PROBLEM DESCRIPTION → An exact transcription of every record below is required, with the pictures left out.

── SOURCE INFORMATION ──

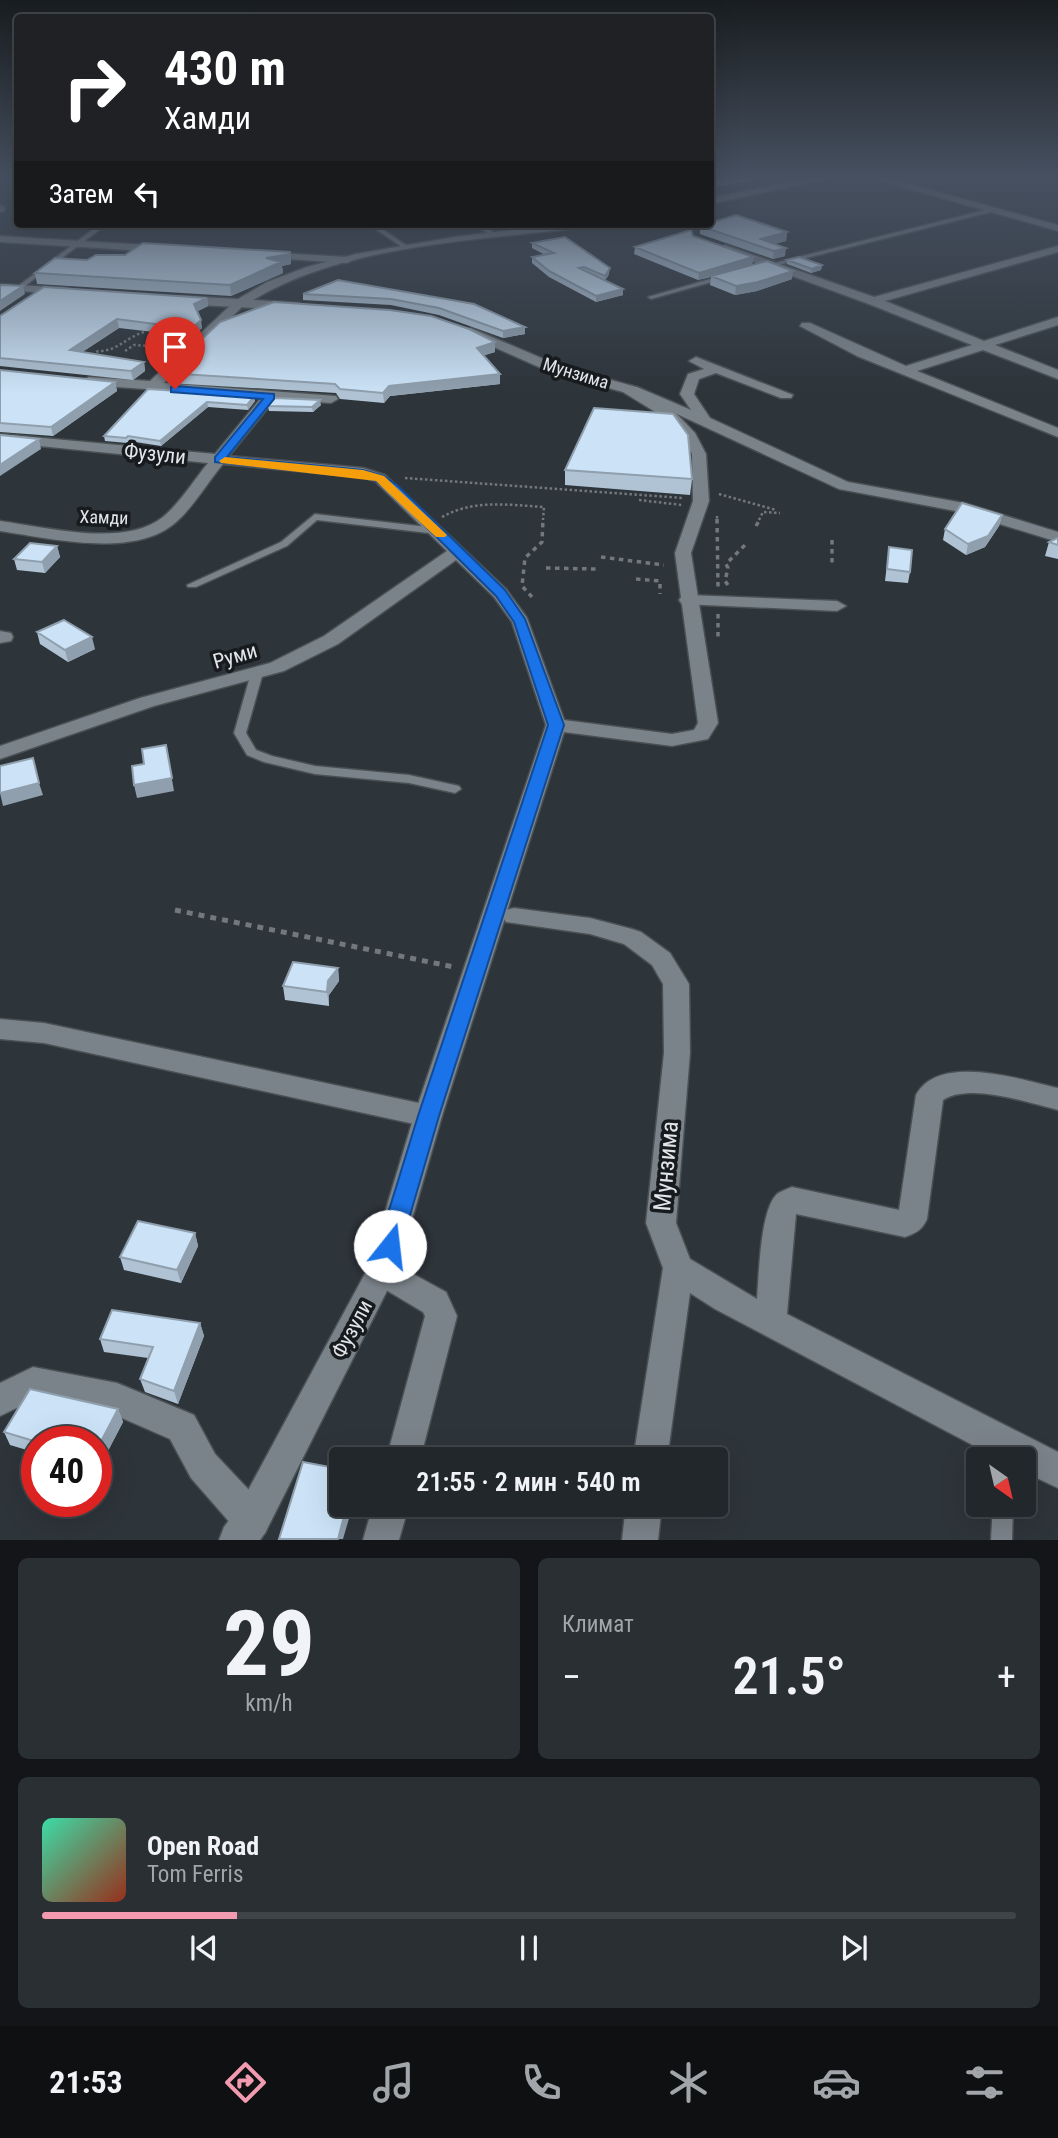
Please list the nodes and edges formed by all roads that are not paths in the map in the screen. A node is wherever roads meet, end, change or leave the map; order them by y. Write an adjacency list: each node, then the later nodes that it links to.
1 (70, 249): 14 (lane)
2 (153, 249): 6 (street)
3 (403, 249): 9 (street)
4 (728, 249): 10 (street)
5 (833, 249): 10 (lane)
6 (171, 250)
7 (1058, 250): 19 (street)
8 (252, 254): 9 (street)
9 (346, 260): 20 (street)
10 (771, 264): 11 (lane); 19 (street)
11 (757, 268)
12 (731, 275): 17 (lane)
13 (0, 287): 14 (street)
14 (19, 288): 15 (street)
15 (45, 289): 16 (street); 21 (street)
16 (86, 292)
17 (651, 298)
18 (170, 299): 20 (street)
19 (873, 301): 26 (street)
20 (239, 304): 22 (street); 32 (street)
21 (22, 305)
22 (313, 306)
23 (1058, 321): 26 (street)
24 (806, 326): 29 (street)
25 (461, 328): 33 (street, Мунзима)
26 (980, 345): 29 (street); 30 (street)
27 (696, 361): 28 (street)
28 (715, 369): 34 (street); 37 (street)
29 (906, 370): 38 (street)
30 (1058, 375)
31 (69, 379): 32 (street)
32 (151, 387): 35 (street)
33 (628, 389): 37 (street); 46 (street, Мунзима)
34 (786, 395)
35 (270, 397): 36 (street); 40 (street, Хамди)
36 (331, 399)
37 (705, 421): 43 (street)
38 (1058, 433)
39 (0, 438): 40 (street, Фузули)
40 (219, 460): 41 (street, Хамди); 42 (street, Фузули)
41 (0, 526)
42 (442, 528): 44 (street, Фузули); 45 (lane)
43 (1058, 537)
44 (458, 551): 48 (street, Руми); 49 (street, Фузули)
45 (192, 585)
46 (688, 600): 47 (street); 49 (street, Мунзима)
47 (838, 606)
48 (257, 673): 50 (street, Руми); 51 (lane)
49 (556, 725): 55 (street, Фузули)
50 (0, 753)
51 (455, 789)
52 (514, 916): 56 (street, Мунзима)
53 (0, 1028): 55 (street)
54 (1058, 1099): 58 (street)
55 (428, 1116): 57 (street, Фузули)
56 (678, 1268): 58 (street); 61 (street)
57 (382, 1272): 60 (street); 68 (street, Фузули)
58 (770, 1321): 62 (street)
59 (0, 1400): 68 (street)
60 (406, 1447)
61 (652, 1447)
62 (998, 1447)
63 (1036, 1463): 64 (street)
64 (1058, 1471)
65 (388, 1517): 69 (street)
66 (643, 1517): 70 (street)
67 (1002, 1517): 71 (lane)
68 (245, 1530)
69 (382, 1539)
70 (640, 1539)
71 (1001, 1539)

───

OUTPUT OF THE EXERCISE →
Please list the nodes and edges formed by all roads that are not paths in the map in the screen. A node is wherever roads meet, end, change or leave the map; order them by y. Write an adjacency list: each node, then the later nodes that it links to.
1 (70, 249): 14 (lane)
2 (153, 249): 6 (street)
3 (403, 249): 9 (street)
4 (728, 249): 10 (street)
5 (833, 249): 10 (lane)
6 (171, 250)
7 (1058, 250): 19 (street)
8 (252, 254): 9 (street)
9 (346, 260): 20 (street)
10 (771, 264): 11 (lane); 19 (street)
11 (757, 268)
12 (731, 275): 17 (lane)
13 (0, 287): 14 (street)
14 (19, 288): 15 (street)
15 (45, 289): 16 (street); 21 (street)
16 (86, 292)
17 (651, 298)
18 (170, 299): 20 (street)
19 (873, 301): 26 (street)
20 (239, 304): 22 (street); 32 (street)
21 (22, 305)
22 (313, 306)
23 (1058, 321): 26 (street)
24 (806, 326): 29 (street)
25 (461, 328): 33 (street, Мунзима)
26 (980, 345): 29 (street); 30 (street)
27 (696, 361): 28 (street)
28 (715, 369): 34 (street); 37 (street)
29 (906, 370): 38 (street)
30 (1058, 375)
31 (69, 379): 32 (street)
32 (151, 387): 35 (street)
33 (628, 389): 37 (street); 46 (street, Мунзима)
34 (786, 395)
35 (270, 397): 36 (street); 40 (street, Хамди)
36 (331, 399)
37 (705, 421): 43 (street)
38 (1058, 433)
39 (0, 438): 40 (street, Фузули)
40 (219, 460): 41 (street, Хамди); 42 (street, Фузули)
41 (0, 526)
42 (442, 528): 44 (street, Фузули); 45 (lane)
43 (1058, 537)
44 (458, 551): 48 (street, Руми); 49 (street, Фузули)
45 (192, 585)
46 (688, 600): 47 (street); 49 (street, Мунзима)
47 (838, 606)
48 (257, 673): 50 (street, Руми); 51 (lane)
49 (556, 725): 55 (street, Фузули)
50 (0, 753)
51 (455, 789)
52 (514, 916): 56 (street, Мунзима)
53 (0, 1028): 55 (street)
54 (1058, 1099): 58 (street)
55 (428, 1116): 57 (street, Фузули)
56 (678, 1268): 58 (street); 61 (street)
57 (382, 1272): 60 (street); 68 (street, Фузули)
58 (770, 1321): 62 (street)
59 (0, 1400): 68 (street)
60 (406, 1447)
61 (652, 1447)
62 (998, 1447)
63 (1036, 1463): 64 (street)
64 (1058, 1471)
65 (388, 1517): 69 (street)
66 (643, 1517): 70 (street)
67 (1002, 1517): 71 (lane)
68 (245, 1530)
69 (382, 1539)
70 (640, 1539)
71 (1001, 1539)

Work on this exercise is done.